Write out, from the entries below, exactly the lines that run between the lines holding "middle dip: (552, 171)" and "thumb tip: (647, 318)", inclusive, and stop there.
________________________
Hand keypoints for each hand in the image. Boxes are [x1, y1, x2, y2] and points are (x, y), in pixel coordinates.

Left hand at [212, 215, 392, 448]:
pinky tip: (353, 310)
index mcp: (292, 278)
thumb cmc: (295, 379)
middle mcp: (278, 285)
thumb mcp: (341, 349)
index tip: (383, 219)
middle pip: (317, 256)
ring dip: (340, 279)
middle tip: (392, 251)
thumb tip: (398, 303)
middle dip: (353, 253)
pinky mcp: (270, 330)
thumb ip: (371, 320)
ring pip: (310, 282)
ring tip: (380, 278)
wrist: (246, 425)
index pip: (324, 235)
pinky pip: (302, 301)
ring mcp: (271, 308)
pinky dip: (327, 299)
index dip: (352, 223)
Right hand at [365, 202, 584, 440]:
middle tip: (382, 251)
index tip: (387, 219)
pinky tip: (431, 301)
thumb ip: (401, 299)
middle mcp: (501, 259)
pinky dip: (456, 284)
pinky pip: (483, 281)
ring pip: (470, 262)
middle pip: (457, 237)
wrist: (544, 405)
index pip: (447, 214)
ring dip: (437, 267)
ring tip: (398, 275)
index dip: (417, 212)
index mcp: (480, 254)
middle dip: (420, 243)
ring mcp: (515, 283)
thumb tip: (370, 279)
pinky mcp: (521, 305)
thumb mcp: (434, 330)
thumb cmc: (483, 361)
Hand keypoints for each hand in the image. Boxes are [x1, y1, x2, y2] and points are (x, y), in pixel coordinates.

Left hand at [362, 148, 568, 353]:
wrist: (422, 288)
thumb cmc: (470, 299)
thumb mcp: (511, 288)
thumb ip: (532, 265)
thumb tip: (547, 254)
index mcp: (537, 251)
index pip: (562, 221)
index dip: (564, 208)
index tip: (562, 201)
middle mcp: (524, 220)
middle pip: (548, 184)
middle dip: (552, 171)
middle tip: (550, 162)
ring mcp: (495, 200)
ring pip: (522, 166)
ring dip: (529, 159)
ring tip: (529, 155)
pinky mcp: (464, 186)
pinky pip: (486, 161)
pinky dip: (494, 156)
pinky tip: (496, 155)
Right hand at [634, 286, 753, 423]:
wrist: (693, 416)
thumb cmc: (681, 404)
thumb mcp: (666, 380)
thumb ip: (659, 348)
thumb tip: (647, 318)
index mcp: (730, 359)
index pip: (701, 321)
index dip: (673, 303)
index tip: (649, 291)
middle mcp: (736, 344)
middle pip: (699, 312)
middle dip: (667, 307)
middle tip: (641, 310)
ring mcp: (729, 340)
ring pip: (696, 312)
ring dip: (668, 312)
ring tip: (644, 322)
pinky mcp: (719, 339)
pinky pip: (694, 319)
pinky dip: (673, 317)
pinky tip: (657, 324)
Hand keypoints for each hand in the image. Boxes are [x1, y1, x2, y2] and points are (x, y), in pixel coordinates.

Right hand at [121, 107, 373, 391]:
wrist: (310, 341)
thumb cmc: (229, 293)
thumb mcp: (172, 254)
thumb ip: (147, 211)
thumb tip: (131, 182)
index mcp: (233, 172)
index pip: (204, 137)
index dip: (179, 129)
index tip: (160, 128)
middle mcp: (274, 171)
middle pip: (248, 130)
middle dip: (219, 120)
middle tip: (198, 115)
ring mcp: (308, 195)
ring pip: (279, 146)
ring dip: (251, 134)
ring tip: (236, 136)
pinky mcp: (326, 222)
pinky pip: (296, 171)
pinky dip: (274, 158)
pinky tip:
________________________
* **Response to the task**:
middle dip: (552, 171)
middle tip: (550, 162)
ring mcp: (495, 200)
ring pip: (522, 166)
ring dip: (529, 159)
ring tip: (529, 155)
pinky mcp: (464, 186)
pinky pip: (486, 161)
pinky dip: (494, 156)
pinky tip: (496, 155)
Right hand at [634, 286, 753, 423]:
wrist: (693, 416)
thumb cmc: (681, 404)
thumb mcp: (666, 380)
thumb ip: (659, 348)
thumb tip: (647, 318)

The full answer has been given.